> [Your objective] From the line with "Which roads connect" through the final line of the entries below, write out each line exactly and nothing else.

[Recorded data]
BEGIN

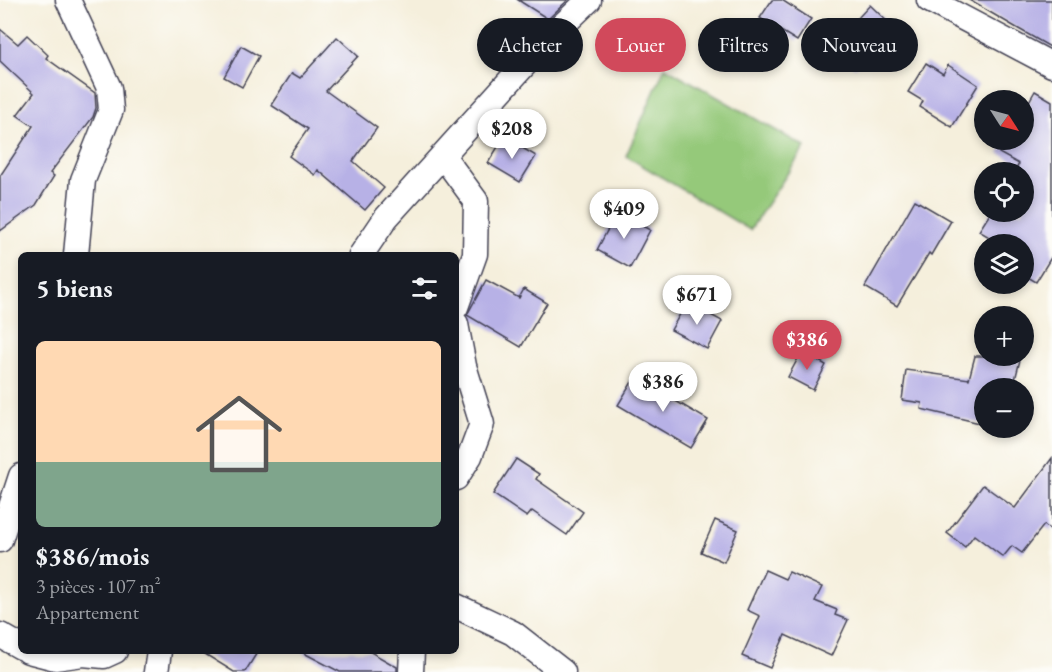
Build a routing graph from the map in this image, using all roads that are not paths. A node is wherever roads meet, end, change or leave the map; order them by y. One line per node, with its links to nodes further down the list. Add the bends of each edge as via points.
1 (69, 0): 6 (street, via 109,88 111,110 83,180)
2 (589, 0): 5 (street, via 545,42)
3 (928, 0): 4 (street)
4 (1052, 65)
5 (443, 156): 7 (street, via 386,218); 8 (street, via 476,201 475,254)
6 (76, 252)
7 (363, 252)
8 (459, 299)
9 (459, 340): 10 (street, via 482,424)
10 (459, 473)
11 (18, 486): 12 (street)
12 (0, 540)
13 (459, 607): 24 (street, via 513,633)
14 (0, 635): 15 (street)
15 (18, 645)
16 (40, 654): 17 (street, via 55,658)
17 (83, 654)
18 (83, 654): 19 (street)
19 (108, 654)
20 (159, 654): 22 (street)
21 (412, 654): 23 (street)
22 (156, 672)
23 (411, 672)
24 (563, 672)

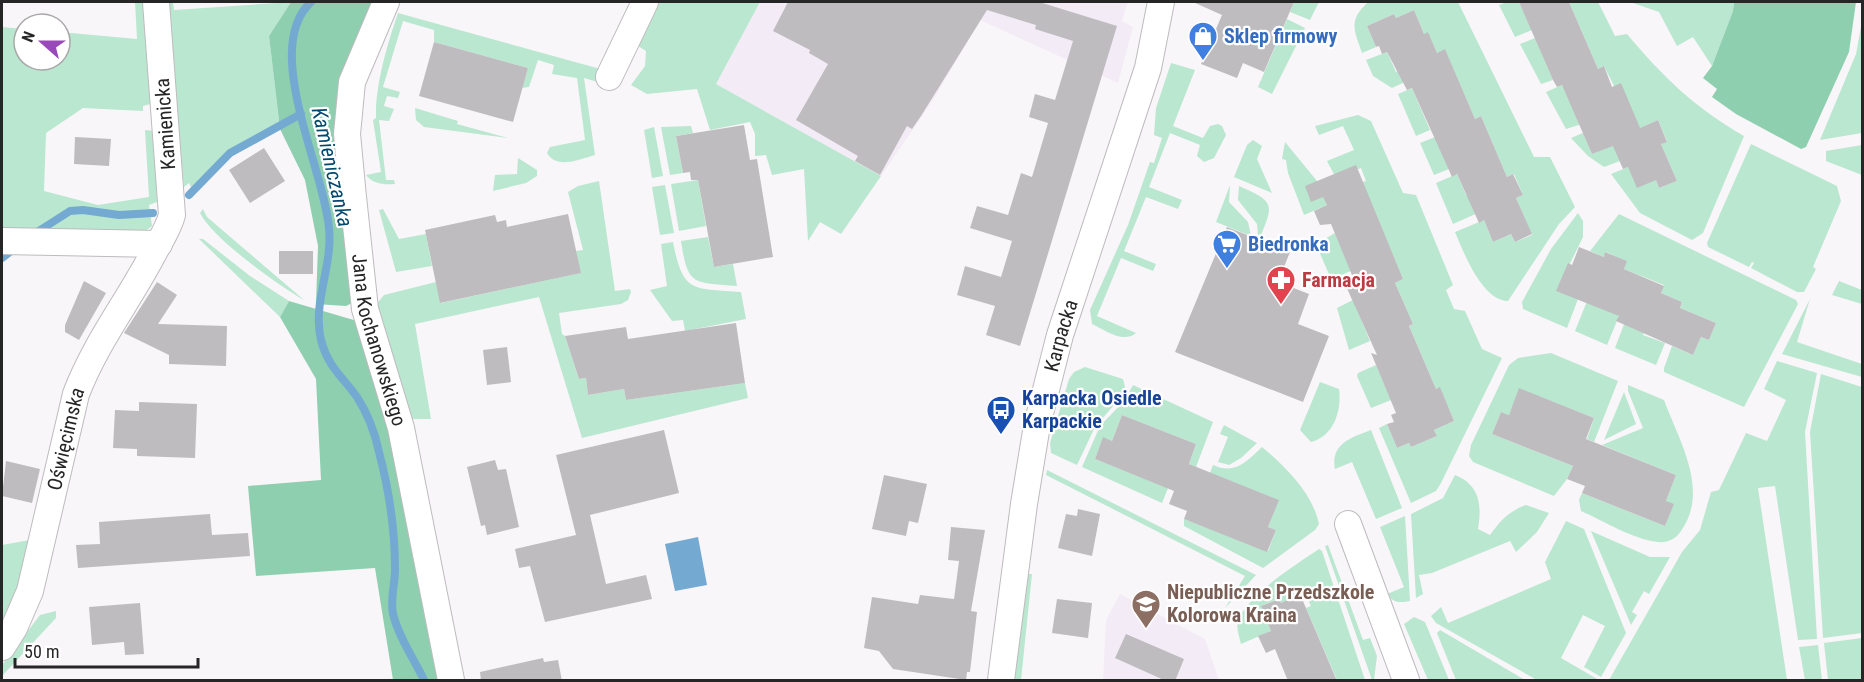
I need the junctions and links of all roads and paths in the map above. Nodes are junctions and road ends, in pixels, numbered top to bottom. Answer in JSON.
{"nodes":[{"id":1,"x":156,"y":2,"type":"edge"},
{"id":2,"x":386,"y":2,"type":"edge"},
{"id":3,"x":645,"y":2,"type":"edge"},
{"id":4,"x":1161,"y":2,"type":"edge"},
{"id":5,"x":609,"y":77,"type":"dead end"},
{"id":6,"x":2,"y":241,"type":"edge"},
{"id":7,"x":159,"y":244,"type":"junction"},
{"id":8,"x":1348,"y":524,"type":"dead end"},
{"id":9,"x":2,"y":647,"type":"edge"},
{"id":10,"x":451,"y":681,"type":"edge"},
{"id":11,"x":1001,"y":681,"type":"edge"},
{"id":12,"x":1406,"y":681,"type":"edge"}],
"edges":[{"from":1,"to":7,"type":"street","name":"Kamienicka"},
{"from":2,"to":10,"type":"street","name":"Jana Kochanowskiego"},
{"from":3,"to":5,"type":"street"},
{"from":4,"to":11,"type":"street","name":"Karpacka"},
{"from":6,"to":7,"type":"street"},
{"from":7,"to":9,"type":"street","name":"Oświęcimska"},
{"from":8,"to":12,"type":"street"}]}
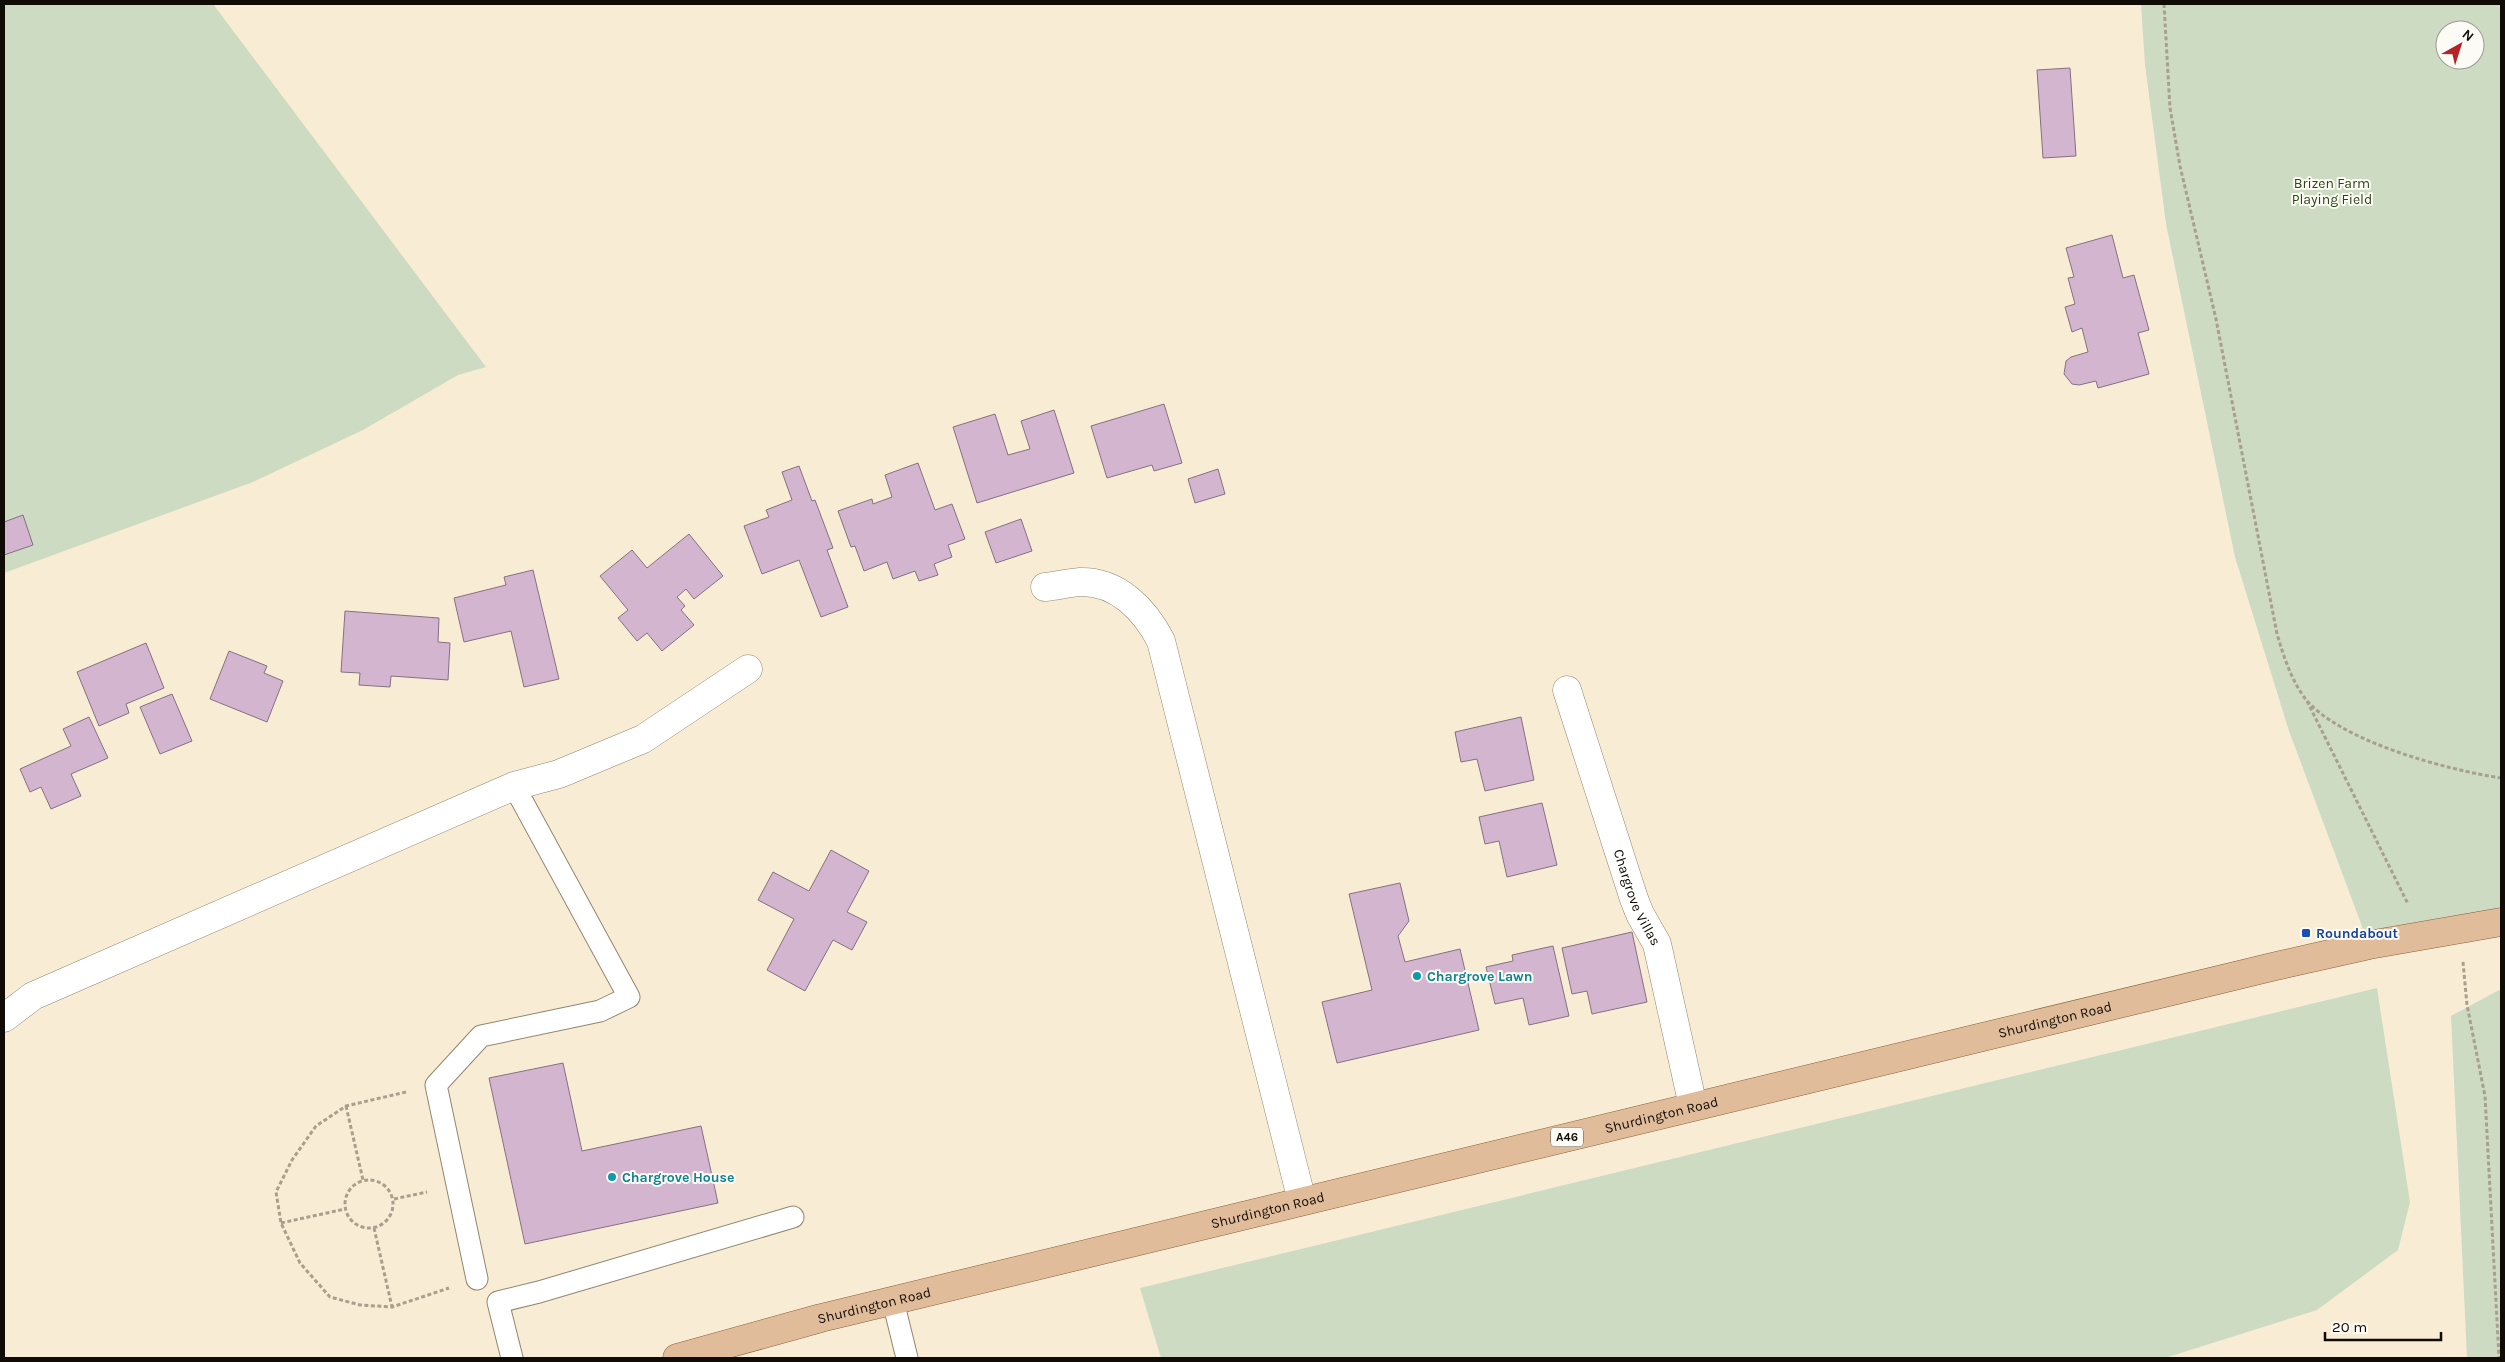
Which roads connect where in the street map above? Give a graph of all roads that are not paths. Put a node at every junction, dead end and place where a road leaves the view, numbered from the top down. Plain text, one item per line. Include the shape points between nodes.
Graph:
1 (1045, 587) dead end
2 (748, 669) dead end
3 (1567, 690) dead end
4 (514, 786) junction
5 (2501, 922) edge
6 (4, 1018) edge
7 (1693, 1106) junction
8 (1302, 1201) junction
9 (793, 1217) dead end
10 (477, 1279) road end
11 (893, 1301) junction
12 (512, 1358) edge
13 (678, 1358) edge
14 (907, 1358) edge

1 - 8 street via 1079,582 1098,583 1112,589 1140,609 1161,641
2 - 4 street via 644,739 559,774
3 - 7 street, Chargrove Villas via 1634,899 1657,944
4 - 6 street via 34,996
4 - 10 lane via 629,997 600,1011 481,1036 436,1085
5 - 7 main road, Shurdington Road / A46 via 2369,945 2266,968
7 - 8 main road, Shurdington Road / A46
8 - 11 main road, Shurdington Road / A46
9 - 12 lane via 498,1302
11 - 13 main road, Shurdington Road / A46
11 - 14 lane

END

> [Response to the exercise]
Which roads connect where in the street map above? Give a graph of all roads that are not paths. Put a node at every junction, dead end and place where a road leaves the view, numbered from the top down. Plain text, one item per line. Include the shape points between nodes.
Graph:
1 (1045, 587) dead end
2 (748, 669) dead end
3 (1567, 690) dead end
4 (514, 786) junction
5 (2501, 922) edge
6 (4, 1018) edge
7 (1693, 1106) junction
8 (1302, 1201) junction
9 (793, 1217) dead end
10 (477, 1279) road end
11 (893, 1301) junction
12 (512, 1358) edge
13 (678, 1358) edge
14 (907, 1358) edge

1 - 8 street via 1079,582 1098,583 1112,589 1140,609 1161,641
2 - 4 street via 644,739 559,774
3 - 7 street, Chargrove Villas via 1634,899 1657,944
4 - 6 street via 34,996
4 - 10 lane via 629,997 600,1011 481,1036 436,1085
5 - 7 main road, Shurdington Road / A46 via 2369,945 2266,968
7 - 8 main road, Shurdington Road / A46
8 - 11 main road, Shurdington Road / A46
9 - 12 lane via 498,1302
11 - 13 main road, Shurdington Road / A46
11 - 14 lane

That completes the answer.